Friday, September 21, 2007

Fortune Moves Into India While BW Moves Into .... Chicago?

I was delighted, and intrigued, to read this morning that Fortune is planning to commence an India edition (hat tip: Talking Biz News). I think this is interesting for two reasons.

First it meets a huge unmet need in India, which desperately needs more intelligent and in-depth coverage of its business scene. It also is a smart move because Indians are fascinated with global business, and the U.S. and European business magazines, while available, are prohibitively expensive and scarce.

Second is the inside-baseball perspective, and how it contrasts dramatically with the retrenchments and deglobalization at my alma mater, Business Week.

Late in 2005, BW announced it would shut down its international editions. (Here's the BW spin on this retrenchment.) In so doing, BW threw out the basic tenet under the former regime of Steve Shepard that it was a "global magazine." It also laid off a bunch of talented people.

I remember well how Shepard used to make "We are a global magazine" the first of the "ten commandments" of BW's operations, which he used to trot out at conferences and such. BW has done some good stories on India, including a 2004 cover story on the country that garnered some of the magazine's last major awards.

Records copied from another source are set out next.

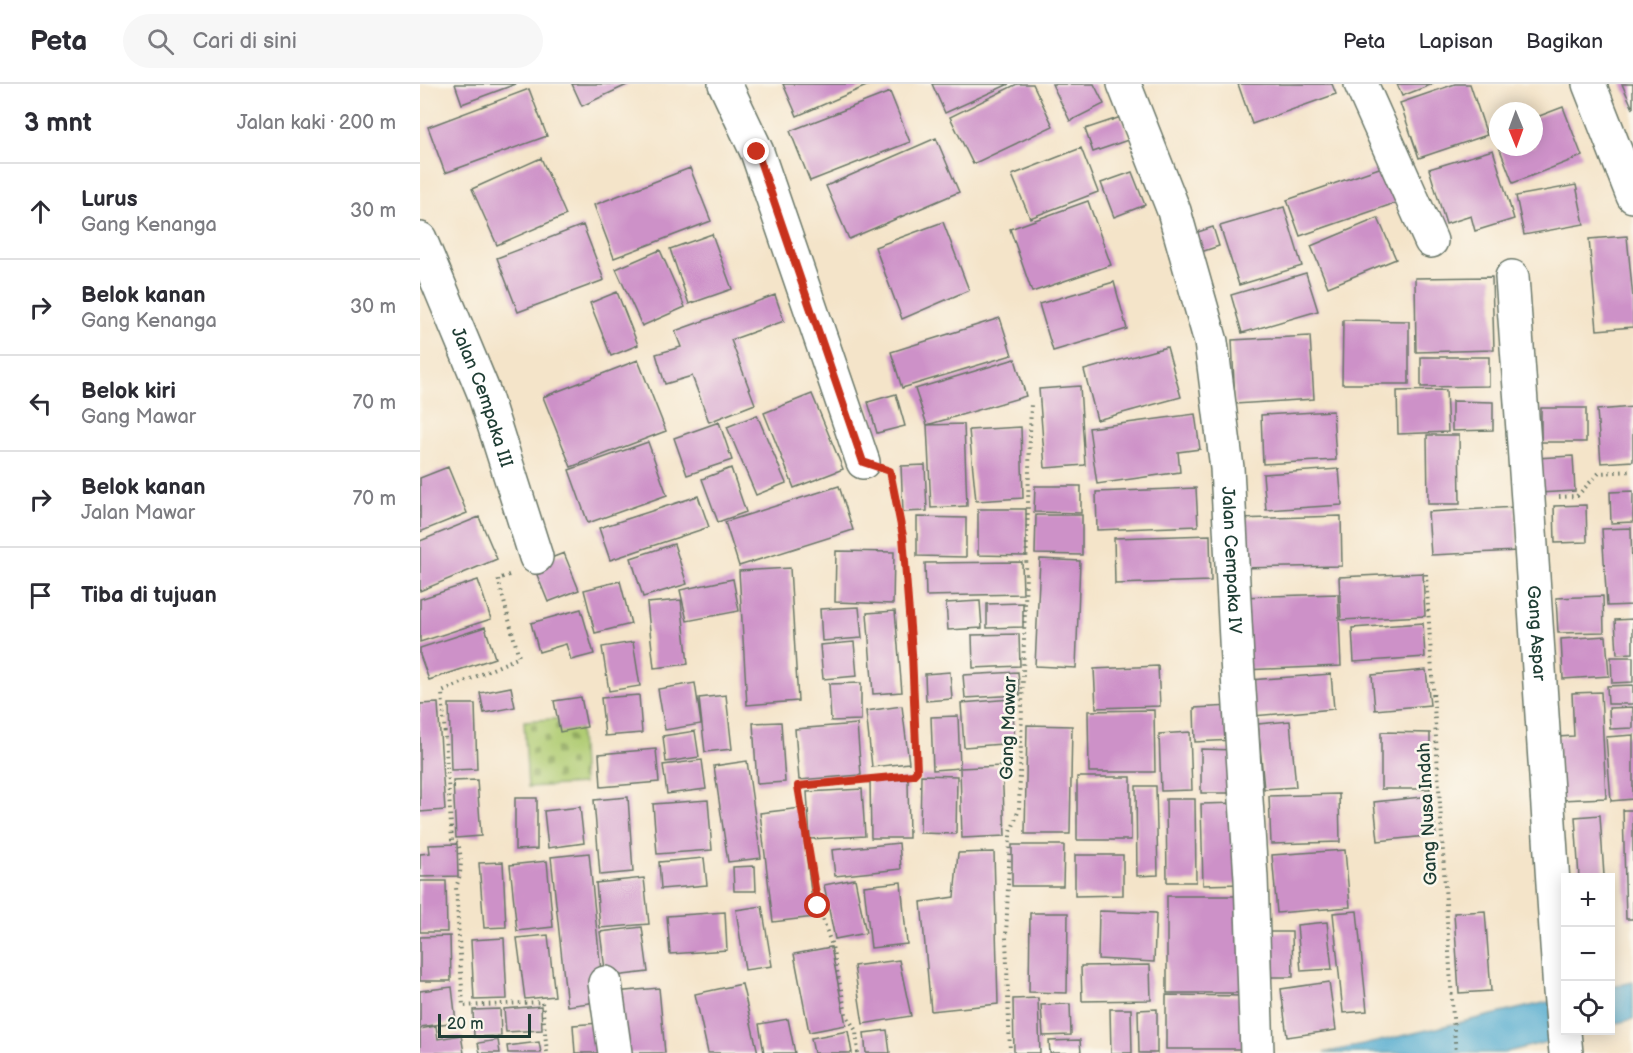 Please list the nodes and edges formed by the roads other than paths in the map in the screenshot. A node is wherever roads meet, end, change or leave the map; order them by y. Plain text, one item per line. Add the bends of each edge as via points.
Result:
1 (725, 84) edge
2 (1124, 84) edge
3 (1361, 84) edge
4 (1589, 84) edge
5 (1633, 196) edge
6 (420, 239) edge
7 (1431, 241) dead end
8 (1512, 277) dead end
9 (863, 462) road end
10 (536, 557) road end
11 (605, 984) dead end
12 (1566, 1050) edge
13 (615, 1053) edge
14 (1257, 1053) edge

1 - 9 street via 757,152
2 - 14 street, Jalan Cempaka IV via 1174,211 1210,342 1227,468
3 - 7 street
4 - 5 street
6 - 10 street, Jalan Cempaka III via 484,393
8 - 12 street, Gang Aspar
11 - 13 street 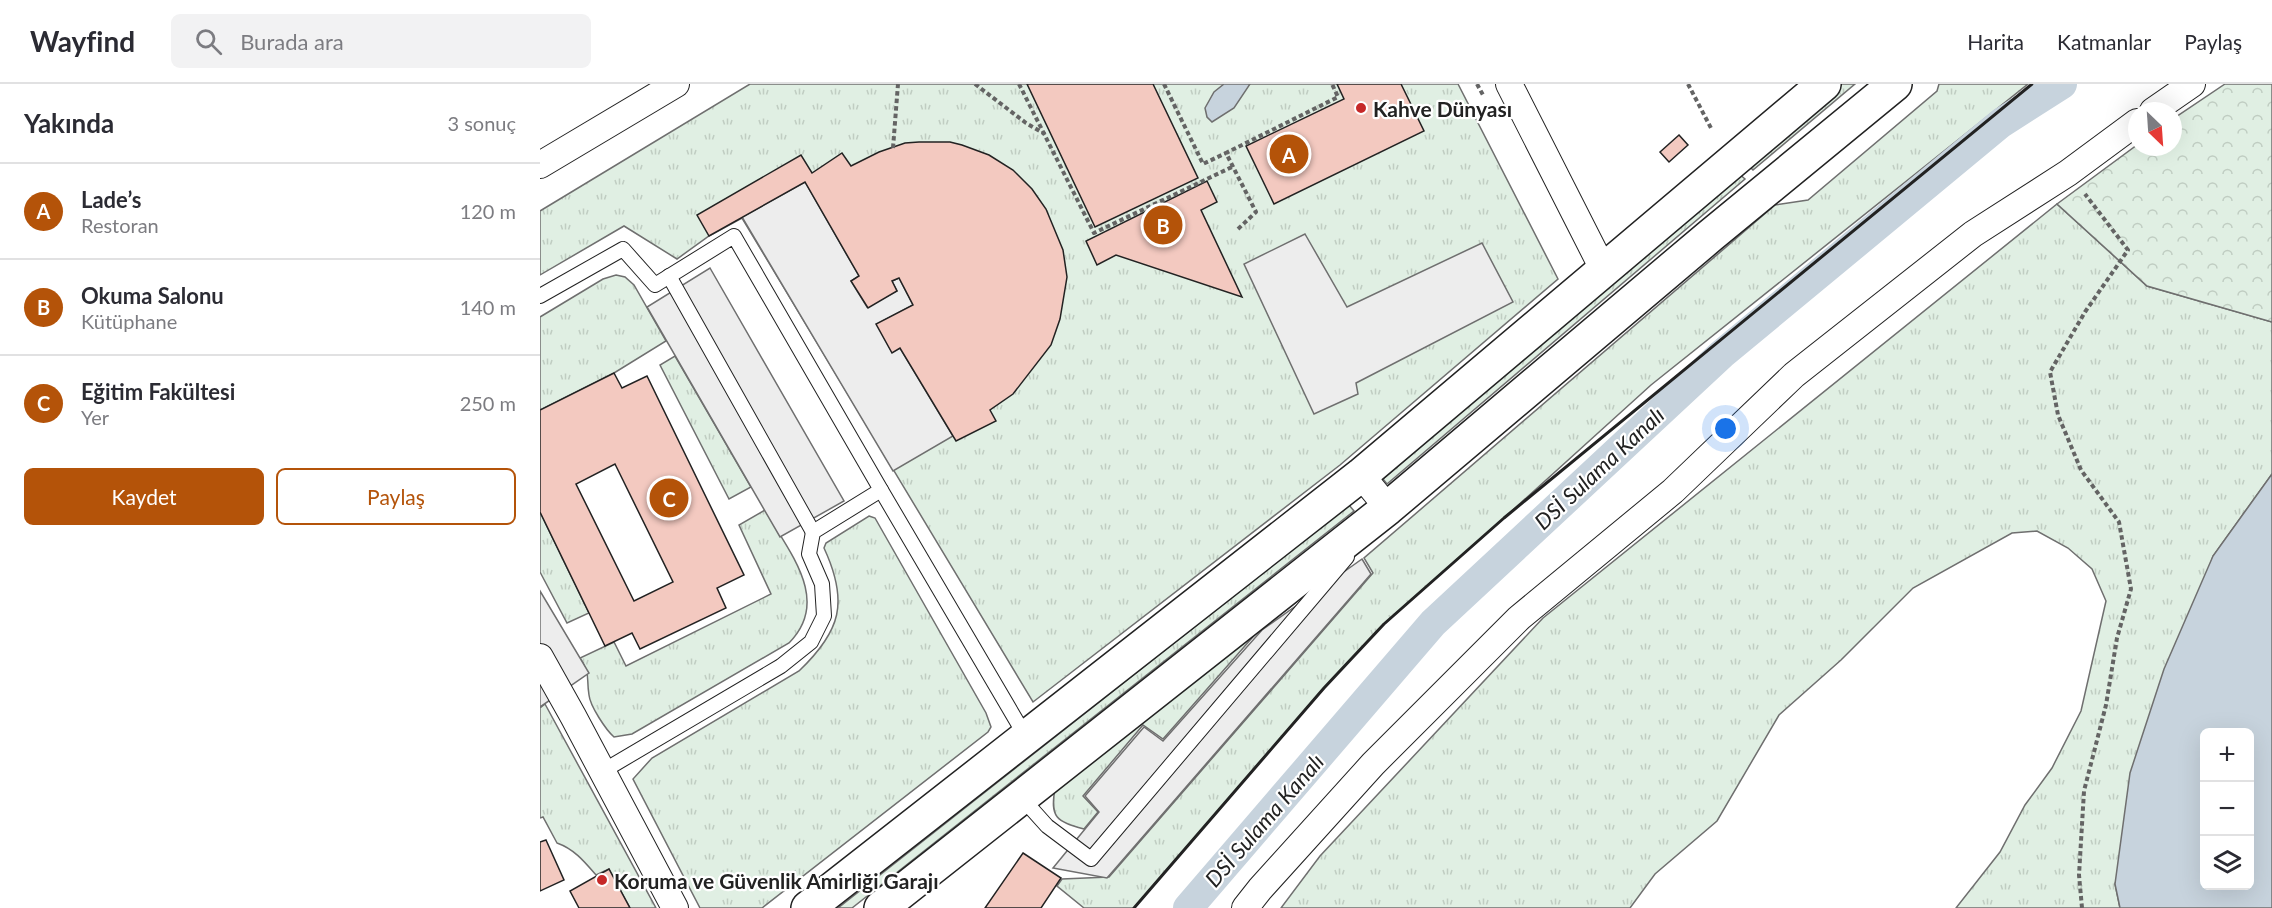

But it has basically given up on Asia as a market.

In keeping with this U.S.-focused strategy, BW recently announced that it was commencing a Chicago edition. This may be the beginning of still more locally focused editions, BW says.

It's interesting to contrast the two strategies. BW's is vaguely reminiscent of how newspapers moved toward suburban and regional editions in the 1960s and 1970s. But there is a difference. Big-city newspapers had an obligation to follow their subscribers as they moved out to the exurbs. BW's has no such demographic imperative. On the contrary, this strikes me more as an admission of defeat in the battle for ad dollars, a kind of conscious narrowing of its mission.

It also is questionable as a circulation-building strategy. Will this really induce Chicagoans to buy Business Week? The local market already has the Chicago Tribune and Crain's Chicago Business. BW simply doesn't need to cover Chicago in the same way that, for instance, the Hartford Courant needed to cover the town of Vernon when it established a bureau there four decades ago.

People in Chicago read BW because of stuff like this, a nice piece on a ratings downgrade --cutting close to home because of Standard & Poor's -- and not for local biz news.

I'm reminded of what an old colleague, one of the best financial journalists in the business, told me when he left BW, without another job, back in 2004. The financial magazine business is undergoing a secular change, he said, and it is going to get uglier.

His prediction has proven correct. Still, Fortune's move into India shows that some magazines are willing to take risks and still have a global vision.

UPDATE: BW Chicago died after eight issues.